A Petrobras paralisou a análise e o pagamento de aditivos contratuais de refinarias nos últimos três meses. O congelamento coincidiu, segundo fornecedoras da estatal, com o aprofundamento da Operação Lava-Jato. Em setembro, o Tribunal de Contas da União (TCU) já havia determinado o bloqueio do pagamento de R$ 125 milhões em aditivos de contratos suspeitos.

Questionada, a Petrobras informou que está em dia com suas obrigações contratuais e que cabe às empresas terceirizadas honrarem com os vencimentos de seus funcionários. A estatal reafirmou ainda que Abreu e Lima vai começar a produzir nos próximos dias.

O preciosismo com a data da inauguração, a esta altura, torna-se mero detalhe diante de quase quatro anos de atraso no projeto. O primeiro alerta foi dado em agosto de 2007 por ninguém menos que o então presidente da Venezuela, Hugo Chávez. Quase dois anos após participar, ao lado do ex-presidente Luiz Inácio Lula da Silva, do lançamento da pedra fundamental da refinaria, o líder bolivariano definiu como “vergonhoso” o atraso no início das obras da unidade.

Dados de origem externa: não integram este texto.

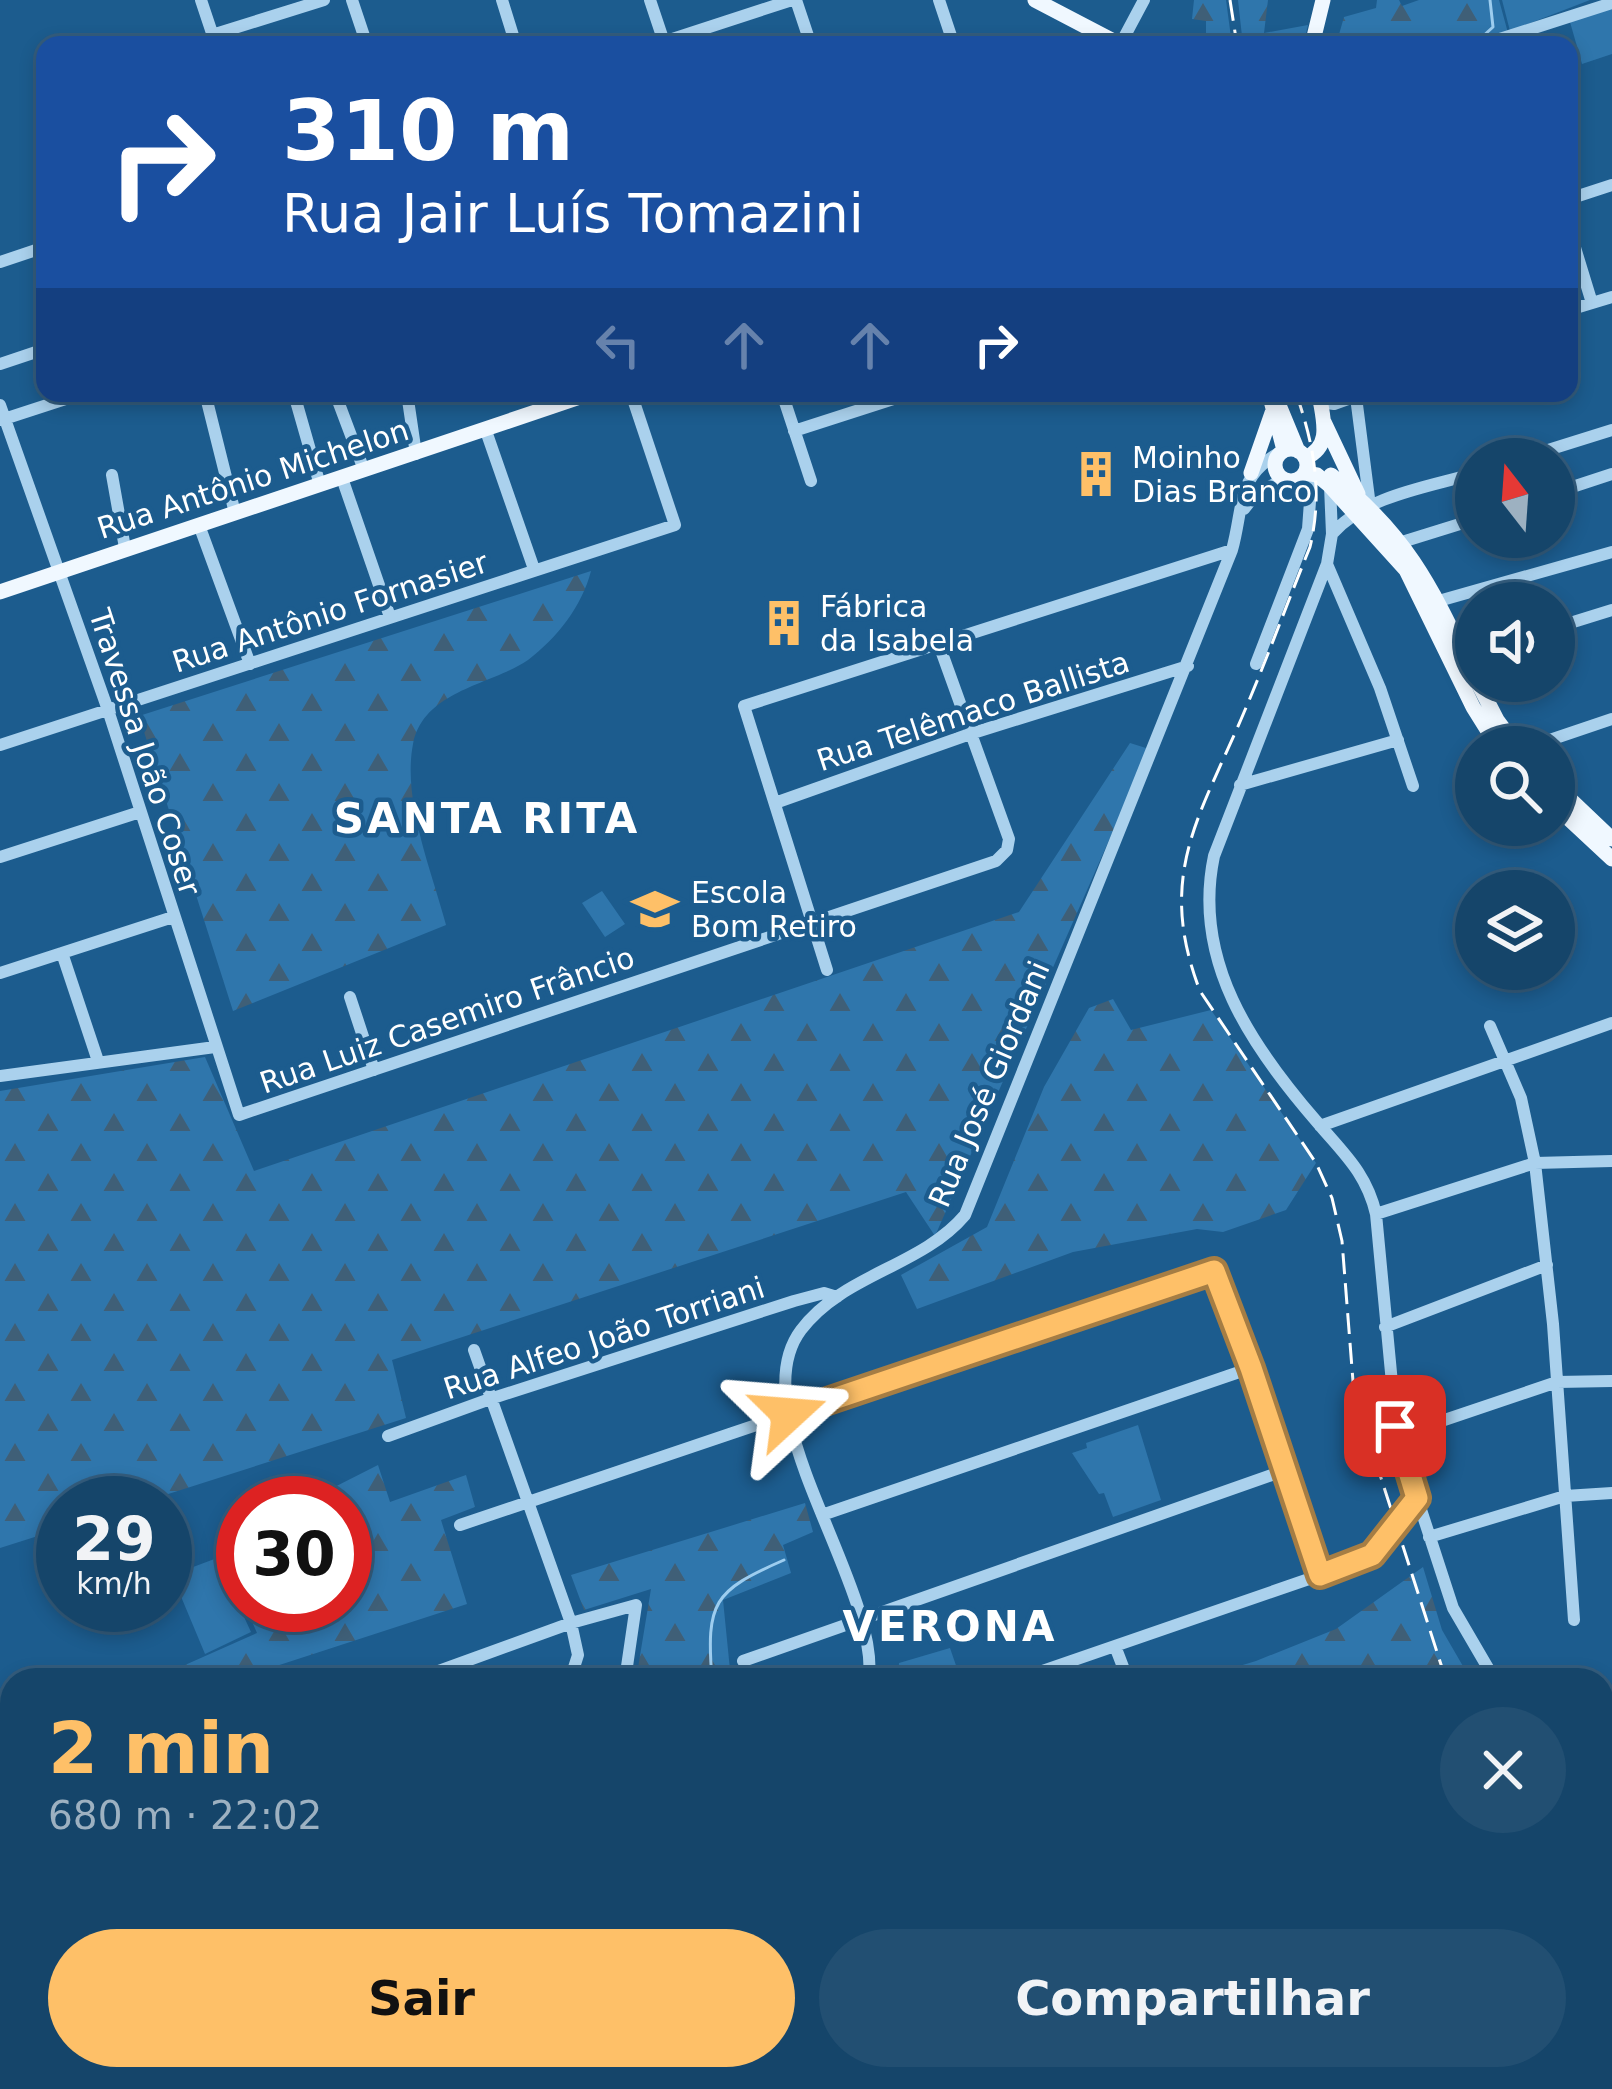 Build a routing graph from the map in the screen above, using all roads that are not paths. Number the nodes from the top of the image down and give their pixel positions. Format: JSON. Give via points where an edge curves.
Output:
{"nodes":[{"id":1,"x":201,"y":0,"type":"edge"},
{"id":2,"x":324,"y":0,"type":"edge"},
{"id":3,"x":352,"y":0,"type":"edge"},
{"id":4,"x":502,"y":0,"type":"edge"},
{"id":5,"x":650,"y":0,"type":"edge"},
{"id":6,"x":794,"y":0,"type":"edge"},
{"id":7,"x":939,"y":0,"type":"edge"},
{"id":8,"x":1035,"y":0,"type":"edge"},
{"id":9,"x":1144,"y":0,"type":"edge"},
{"id":10,"x":1323,"y":0,"type":"edge"},
{"id":11,"x":1612,"y":3,"type":"edge"},
{"id":12,"x":213,"y":36,"type":"edge"},
{"id":13,"x":225,"y":36,"type":"edge"},
{"id":14,"x":364,"y":36,"type":"edge"},
{"id":15,"x":513,"y":36,"type":"edge"},
{"id":16,"x":659,"y":36,"type":"edge"},
{"id":17,"x":685,"y":36,"type":"edge"},
{"id":18,"x":808,"y":36,"type":"edge"},
{"id":19,"x":951,"y":36,"type":"edge"},
{"id":20,"x":1104,"y":36,"type":"edge"},
{"id":21,"x":1126,"y":36,"type":"edge"},
{"id":22,"x":1314,"y":36,"type":"edge"},
{"id":23,"x":1508,"y":36,"type":"edge"},
{"id":24,"x":1612,"y":185,"type":"edge"},
{"id":25,"x":1578,"y":197,"type":"edge"},
{"id":26,"x":36,"y":250,"type":"edge"},
{"id":27,"x":1578,"y":257,"type":"edge"},
{"id":28,"x":0,"y":262,"type":"edge"},
{"id":29,"x":1612,"y":297,"type":"edge"},
{"id":30,"x":1592,"y":303,"type":"junction"},
{"id":31,"x":1578,"y":307,"type":"edge"},
{"id":32,"x":36,"y":353,"type":"edge"},
{"id":33,"x":0,"y":364,"type":"edge"},
{"id":34,"x":50,"y":402,"type":"edge"},
{"id":35,"x":207,"y":402,"type":"edge"},
{"id":36,"x":296,"y":402,"type":"edge"},
{"id":37,"x":338,"y":402,"type":"edge"},
{"id":38,"x":408,"y":402,"type":"edge"},
{"id":39,"x":567,"y":402,"type":"edge"},
{"id":40,"x":634,"y":402,"type":"edge"},
{"id":41,"x":785,"y":402,"type":"edge"},
{"id":42,"x":884,"y":402,"type":"edge"},
{"id":43,"x":1271,"y":402,"type":"edge"},
{"id":44,"x":1320,"y":402,"type":"edge"},
{"id":45,"x":1359,"y":402,"type":"edge"},
{"id":46,"x":2,"y":415,"type":"edge"},
{"id":47,"x":1324,"y":422,"type":"junction"},
{"id":48,"x":1612,"y":430,"type":"edge"},
{"id":49,"x":486,"y":431,"type":"junction"},
{"id":50,"x":794,"y":431,"type":"junction"},
{"id":51,"x":1575,"y":442,"type":"edge"},
{"id":52,"x":416,"y":454,"type":"junction"},
{"id":53,"x":1306,"y":465,"type":"junction"},
{"id":54,"x":364,"y":470,"type":"junction"},
{"id":55,"x":1251,"y":473,"type":"junction"},
{"id":56,"x":1612,"y":474,"type":"edge"},
{"id":57,"x":112,"y":475,"type":"dead end"},
{"id":58,"x":342,"y":478,"type":"junction"},
{"id":59,"x":1455,"y":478,"type":"edge"},
{"id":60,"x":1283,"y":479,"type":"junction"},
{"id":61,"x":811,"y":481,"type":"dead end"},
{"id":62,"x":320,"y":485,"type":"junction"},
{"id":63,"x":1575,"y":487,"type":"edge"},
{"id":64,"x":1362,"y":505,"type":"junction"},
{"id":65,"x":1244,"y":510,"type":"junction"},
{"id":66,"x":236,"y":513,"type":"junction"},
{"id":67,"x":199,"y":525,"type":"junction"},
{"id":68,"x":1455,"y":526,"type":"edge"},
{"id":69,"x":1332,"y":534,"type":"junction"},
{"id":70,"x":1402,"y":542,"type":"junction"},
{"id":71,"x":125,"y":548,"type":"junction"},
{"id":72,"x":1232,"y":550,"type":"junction"},
{"id":73,"x":1612,"y":552,"type":"edge"},
{"id":74,"x":1327,"y":564,"type":"junction"},
{"id":75,"x":534,"y":569,"type":"junction"},
{"id":76,"x":60,"y":572,"type":"junction"},
{"id":77,"x":0,"y":592,"type":"edge"},
{"id":78,"x":1432,"y":603,"type":"junction"},
{"id":79,"x":1612,"y":610,"type":"edge"},
{"id":80,"x":390,"y":617,"type":"junction"},
{"id":81,"x":1575,"y":621,"type":"edge"},
{"id":82,"x":1455,"y":641,"type":"edge"},
{"id":83,"x":938,"y":643,"type":"junction"},
{"id":84,"x":250,"y":664,"type":"junction"},
{"id":85,"x":1256,"y":664,"type":"dead end"},
{"id":86,"x":1187,"y":665,"type":"junction"},
{"id":87,"x":108,"y":710,"type":"junction"},
{"id":88,"x":1612,"y":719,"type":"edge"},
{"id":89,"x":1575,"y":731,"type":"edge"},
{"id":90,"x":970,"y":734,"type":"junction"},
{"id":91,"x":1398,"y":740,"type":"junction"},
{"id":92,"x":0,"y":745,"type":"edge"},
{"id":93,"x":1240,"y":785,"type":"junction"},
{"id":94,"x":1413,"y":786,"type":"dead end"},
{"id":95,"x":775,"y":803,"type":"junction"},
{"id":96,"x":1575,"y":811,"type":"edge"},
{"id":97,"x":140,"y":812,"type":"junction"},
{"id":98,"x":1575,"y":816,"type":"edge"},
{"id":99,"x":1582,"y":820,"type":"junction"},
{"id":100,"x":1612,"y":839,"type":"edge"},
{"id":101,"x":0,"y":856,"type":"edge"},
{"id":102,"x":1612,"y":859,"type":"edge"},
{"id":103,"x":173,"y":916,"type":"junction"},
{"id":104,"x":812,"y":923,"type":"junction"},
{"id":105,"x":62,"y":953,"type":"junction"},
{"id":106,"x":827,"y":970,"type":"dead end"},
{"id":107,"x":0,"y":973,"type":"edge"},
{"id":108,"x":350,"y":997,"type":"dead end"},
{"id":109,"x":1612,"y":1024,"type":"edge"},
{"id":110,"x":1490,"y":1025,"type":"dead end"},
{"id":111,"x":215,"y":1047,"type":"junction"},
{"id":112,"x":98,"y":1061,"type":"junction"},
{"id":113,"x":1505,"y":1062,"type":"junction"},
{"id":114,"x":374,"y":1070,"type":"junction"},
{"id":115,"x":0,"y":1076,"type":"edge"},
{"id":116,"x":239,"y":1115,"type":"joint"},
{"id":117,"x":1320,"y":1126,"type":"junction"},
{"id":118,"x":1612,"y":1161,"type":"edge"},
{"id":119,"x":1535,"y":1163,"type":"junction"},
{"id":120,"x":1376,"y":1214,"type":"junction"},
{"id":121,"x":1547,"y":1265,"type":"junction"},
{"id":122,"x":837,"y":1297,"type":"junction"},
{"id":123,"x":1385,"y":1327,"type":"junction"},
{"id":124,"x":474,"y":1350,"type":"dead end"},
{"id":125,"x":1251,"y":1368,"type":"junction"},
{"id":126,"x":1612,"y":1381,"type":"edge"},
{"id":127,"x":1557,"y":1382,"type":"junction"},
{"id":128,"x":490,"y":1399,"type":"junction"},
{"id":129,"x":789,"y":1414,"type":"junction"},
{"id":130,"x":388,"y":1436,"type":"dead end"},
{"id":131,"x":1397,"y":1436,"type":"junction"},
{"id":132,"x":1286,"y":1470,"type":"junction"},
{"id":133,"x":1612,"y":1493,"type":"edge"},
{"id":134,"x":1565,"y":1496,"type":"junction"},
{"id":135,"x":1417,"y":1498,"type":"junction"},
{"id":136,"x":526,"y":1502,"type":"junction"},
{"id":137,"x":822,"y":1515,"type":"junction"},
{"id":138,"x":460,"y":1525,"type":"dead end"},
{"id":139,"x":1429,"y":1537,"type":"junction"},
{"id":140,"x":1320,"y":1575,"type":"junction"},
{"id":141,"x":1574,"y":1620,"type":"dead end"},
{"id":142,"x":862,"y":1621,"type":"junction"},
{"id":143,"x":571,"y":1623,"type":"junction"},
{"id":144,"x":1115,"y":1646,"type":"junction"},
{"id":145,"x":743,"y":1661,"type":"dead end"},
{"id":146,"x":447,"y":1668,"type":"edge"},
{"id":147,"x":574,"y":1668,"type":"edge"},
{"id":148,"x":627,"y":1668,"type":"edge"},
{"id":149,"x":870,"y":1668,"type":"edge"},
{"id":150,"x":1051,"y":1668,"type":"edge"},
{"id":151,"x":1123,"y":1668,"type":"edge"},
{"id":152,"x":1488,"y":1668,"type":"edge"}],
"edges":[{"from":1,"to":12,"type":"street"},
{"from":2,"to":13,"type":"street"},
{"from":3,"to":14,"type":"street"},
{"from":4,"to":15,"type":"street"},
{"from":5,"to":16,"type":"street"},
{"from":6,"to":17,"type":"street"},
{"from":6,"to":18,"type":"street"},
{"from":7,"to":19,"type":"street"},
{"from":8,"to":20,"type":"main road"},
{"from":9,"to":21,"type":"street"},
{"from":10,"to":22,"type":"main road"},
{"from":11,"to":23,"type":"street"},
{"from":24,"to":25,"type":"street"},
{"from":26,"to":28,"type":"street"},
{"from":27,"to":30,"type":"street"},
{"from":29,"to":30,"type":"street"},
{"from":30,"to":31,"type":"street"},
{"from":32,"to":33,"type":"street"},
{"from":34,"to":46,"type":"street"},
{"from":35,"to":66,"type":"street"},
{"from":36,"to":62,"type":"street"},
{"from":37,"to":54,"type":"street"},
{"from":38,"to":52,"type":"street"},
{"from":39,"to":49,"type":"main road","name":"Rua Antônio Michelon"},
{"from":40,"to":75,"type":"street","name":"Rua Antônio Fornasier","via":[[675,525]]},
{"from":41,"to":50,"type":"street"},
{"from":42,"to":50,"type":"street"},
{"from":43,"to":53,"type":"main road"},
{"from":43,"to":55,"type":"main road"},
{"from":44,"to":47,"type":"main road"},
{"from":45,"to":64,"type":"street"},
{"from":46,"to":76,"type":"street","name":"Travessa João Coser"},
{"from":47,"to":53,"type":"main road","via":[[1320,450]]},
{"from":47,"to":64,"type":"main road"},
{"from":48,"to":51,"type":"street"},
{"from":49,"to":52,"type":"main road","name":"Rua Antônio Michelon"},
{"from":49,"to":75,"type":"street"},
{"from":50,"to":61,"type":"street"},
{"from":52,"to":54,"type":"main road","name":"Rua Antônio Michelon"},
{"from":53,"to":55,"type":"street"},
{"from":53,"to":60,"type":"main road","via":[[1293,481]]},
{"from":53,"to":60,"type":"main road","via":[[1275,467]]},
{"from":53,"to":64,"type":"main road"},
{"from":53,"to":69,"type":"street"},
{"from":53,"to":85,"type":"street","via":[[1308,529]]},
{"from":54,"to":58,"type":"main road","name":"Rua Antônio Michelon"},
{"from":55,"to":65,"type":"street","name":"Rua José Giordani"},
{"from":56,"to":63,"type":"street"},
{"from":57,"to":71,"type":"street"},
{"from":58,"to":62,"type":"main road","name":"Rua Antônio Michelon"},
{"from":58,"to":80,"type":"street"},
{"from":59,"to":64,"type":"street"},
{"from":60,"to":65,"type":"street"},
{"from":62,"to":66,"type":"main road","name":"Rua Antônio Michelon"},
{"from":64,"to":69,"type":"street"},
{"from":64,"to":70,"type":"main road"},
{"from":64,"to":78,"type":"main road"},
{"from":65,"to":72,"type":"street","name":"Rua José Giordani"},
{"from":66,"to":67,"type":"main road","name":"Rua Antônio Michelon"},
{"from":67,"to":71,"type":"main road","name":"Rua Antônio Michelon"},
{"from":67,"to":84,"type":"street"},
{"from":68,"to":70,"type":"street"},
{"from":69,"to":74,"type":"street"},
{"from":70,"to":78,"type":"main road"},
{"from":71,"to":76,"type":"main road","name":"Rua Antônio Michelon"},
{"from":72,"to":83,"type":"street"},
{"from":72,"to":86,"type":"street","name":"Rua José Giordani"},
{"from":73,"to":78,"type":"street"},
{"from":74,"to":91,"type":"street"},
{"from":74,"to":93,"type":"street"},
{"from":75,"to":80,"type":"street","name":"Rua Antônio Fornasier"},
{"from":76,"to":77,"type":"main road","name":"Rua Antônio Michelon"},
{"from":76,"to":87,"type":"street","name":"Travessa João Coser"},
{"from":78,"to":82,"type":"main road"},
{"from":79,"to":81,"type":"street"},
{"from":80,"to":84,"type":"street","name":"Rua Antônio Fornasier"},
{"from":83,"to":90,"type":"street"},
{"from":83,"to":95,"type":"street","via":[[744,706]]},
{"from":84,"to":87,"type":"street","name":"Rua Antônio Fornasier"},
{"from":86,"to":90,"type":"street","name":"Rua Telêmaco Ballista"},
{"from":86,"to":122,"type":"street","name":"Rua José Giordani","via":[[965,1215],[938,1241]]},
{"from":87,"to":92,"type":"street","name":"Rua Antônio Fornasier"},
{"from":87,"to":97,"type":"street","name":"Travessa João Coser"},
{"from":88,"to":89,"type":"street"},
{"from":90,"to":95,"type":"street","name":"Rua Telêmaco Ballista"},
{"from":90,"to":104,"type":"street","name":"Rua Luiz Casemiro Frâncio","via":[[1007,850],[996,861]]},
{"from":91,"to":93,"type":"street"},
{"from":91,"to":94,"type":"street"},
{"from":93,"to":117,"type":"street","via":[[1209,877],[1213,952],[1234,1002]]},
{"from":95,"to":104,"type":"street"},
{"from":96,"to":99,"type":"main road"},
{"from":97,"to":101,"type":"street"},
{"from":97,"to":103,"type":"street","name":"Travessa João Coser"},
{"from":98,"to":99,"type":"main road"},
{"from":99,"to":100,"type":"main road"},
{"from":99,"to":102,"type":"main road"},
{"from":103,"to":105,"type":"street"},
{"from":103,"to":111,"type":"street","name":"Travessa João Coser"},
{"from":104,"to":106,"type":"street"},
{"from":104,"to":114,"type":"street","name":"Rua Luiz Casemiro Frâncio"},
{"from":105,"to":107,"type":"street"},
{"from":105,"to":112,"type":"street"},
{"from":108,"to":114,"type":"street"},
{"from":109,"to":113,"type":"street"},
{"from":110,"to":113,"type":"street"},
{"from":111,"to":112,"type":"street"},
{"from":111,"to":116,"type":"street","name":"Travessa João Coser"},
{"from":112,"to":115,"type":"street"},
{"from":113,"to":117,"type":"street"},
{"from":113,"to":119,"type":"street"},
{"from":114,"to":116,"type":"street","name":"Rua Luiz Casemiro Frâncio"},
{"from":117,"to":120,"type":"street","via":[[1357,1165]]},
{"from":118,"to":119,"type":"street"},
{"from":119,"to":120,"type":"street"},
{"from":119,"to":121,"type":"street"},
{"from":120,"to":123,"type":"street"},
{"from":121,"to":123,"type":"street"},
{"from":121,"to":127,"type":"street"},
{"from":122,"to":128,"type":"street","name":"Rua Alfeo João Torriani","via":[[794,1301]]},
{"from":122,"to":129,"type":"street","name":"Rua José Giordani","via":[[799,1332],[788,1354]]},
{"from":123,"to":131,"type":"street"},
{"from":124,"to":128,"type":"street"},
{"from":125,"to":129,"type":"street","via":[[1214,1271]]},
{"from":125,"to":132,"type":"street"},
{"from":125,"to":137,"type":"street"},
{"from":126,"to":127,"type":"street"},
{"from":127,"to":131,"type":"street"},
{"from":127,"to":134,"type":"street"},
{"from":128,"to":130,"type":"street","name":"Rua Alfeo João Torriani"},
{"from":128,"to":136,"type":"street"},
{"from":129,"to":136,"type":"street"},
{"from":129,"to":137,"type":"street","name":"Rua José Giordani"},
{"from":131,"to":135,"type":"street"},
{"from":132,"to":140,"type":"street"},
{"from":132,"to":142,"type":"street"},
{"from":133,"to":134,"type":"street"},
{"from":134,"to":139,"type":"street"},
{"from":134,"to":141,"type":"street"},
{"from":135,"to":139,"type":"street"},
{"from":135,"to":140,"type":"street","via":[[1372,1555]]},
{"from":136,"to":138,"type":"street"},
{"from":136,"to":143,"type":"street"},
{"from":137,"to":142,"type":"street","name":"Rua José Giordani"},
{"from":139,"to":152,"type":"street","via":[[1453,1608]]},
{"from":140,"to":144,"type":"street"},
{"from":142,"to":145,"type":"street"},
{"from":142,"to":149,"type":"street","name":"Rua José Giordani"},
{"from":143,"to":146,"type":"street"},
{"from":143,"to":147,"type":"street"},
{"from":143,"to":148,"type":"street","via":[[636,1605]]},
{"from":144,"to":150,"type":"street"},
{"from":144,"to":151,"type":"street"}]}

A sociedade com a estatal venezuelana PDVSA foi o primeiro dos muitos vexames protagonizados pela Rnest. Após mais de cinco anos de reuniões no eixo Caracas-Brasília, a Petrobras só reconheceu em setembro de 2013 que a parceria afundara. Conforme antecipou à época o Valor, a estatal decidiu incorporar a refinaria como sua subsidiária integral, o que oficializou o desfecho da associação.

Diante das evasivas da PDVSA, a Petrobras decidiu em 2007 começar sozinha as obras, que não tardaram a apresentar problemas. A Operação Castelo de Areia apontou indícios superfaturamento na terraplenagem da refinaria, tocada pelas empreiteiras Camargo Corrêa, Odebrecht e Queiroz Galvão — todas citadas na Lava-Jato. À época, o TCU confirmou o sobrepreço e determinou a paralisação das obras, mas Lula vetou o dispositivo e garantiu prosseguimento.

A partir de então, um festival de aditivos colocou em progressão geométrica o valor do empreendimento. Ironicamente, a primeira pessoa a anunciar que a Rnest sairia mais cara que o planejado foi o então diretor de Abastecimento, Paulo Roberto Costa, pivô da Operação Lava-Jato. Em agosto de 2009, ele informou que o custo de Abreu e Lima ficaria “acima dos US$ 4 bilhões”.

A estimativa se provou demasiado otimista. Esta semana, a presidente da Petrobras, Graça Foster, disse que a refinaria vai entrar em operação tendo custado US$ 18,5 bilhões, um reajuste de mais de 700% em relação ao valor anunciado por Lula e Chávez. Ela também chegou a dizer que Abreu e Lima era um exemplo a não ser seguido na empresa. Em junho deste ano, já preso, Paulo Roberto Costa revelou que o orçamento da refinaria se baseou em uma “conta de padeiro”.

Quando foi questionado, em 2005, sobre o nome da refinaria, Lula explicou que a homenagem ao general José Inácio de Abreu e Lima (1794-1869) teria sido a única exigência colocada pelo colega da Venezuela. Quase dez anos após o malfadado acordo, uma busca simples na internet comprova que a fama da refinaria já superou a do militar que lhe empresta o nome.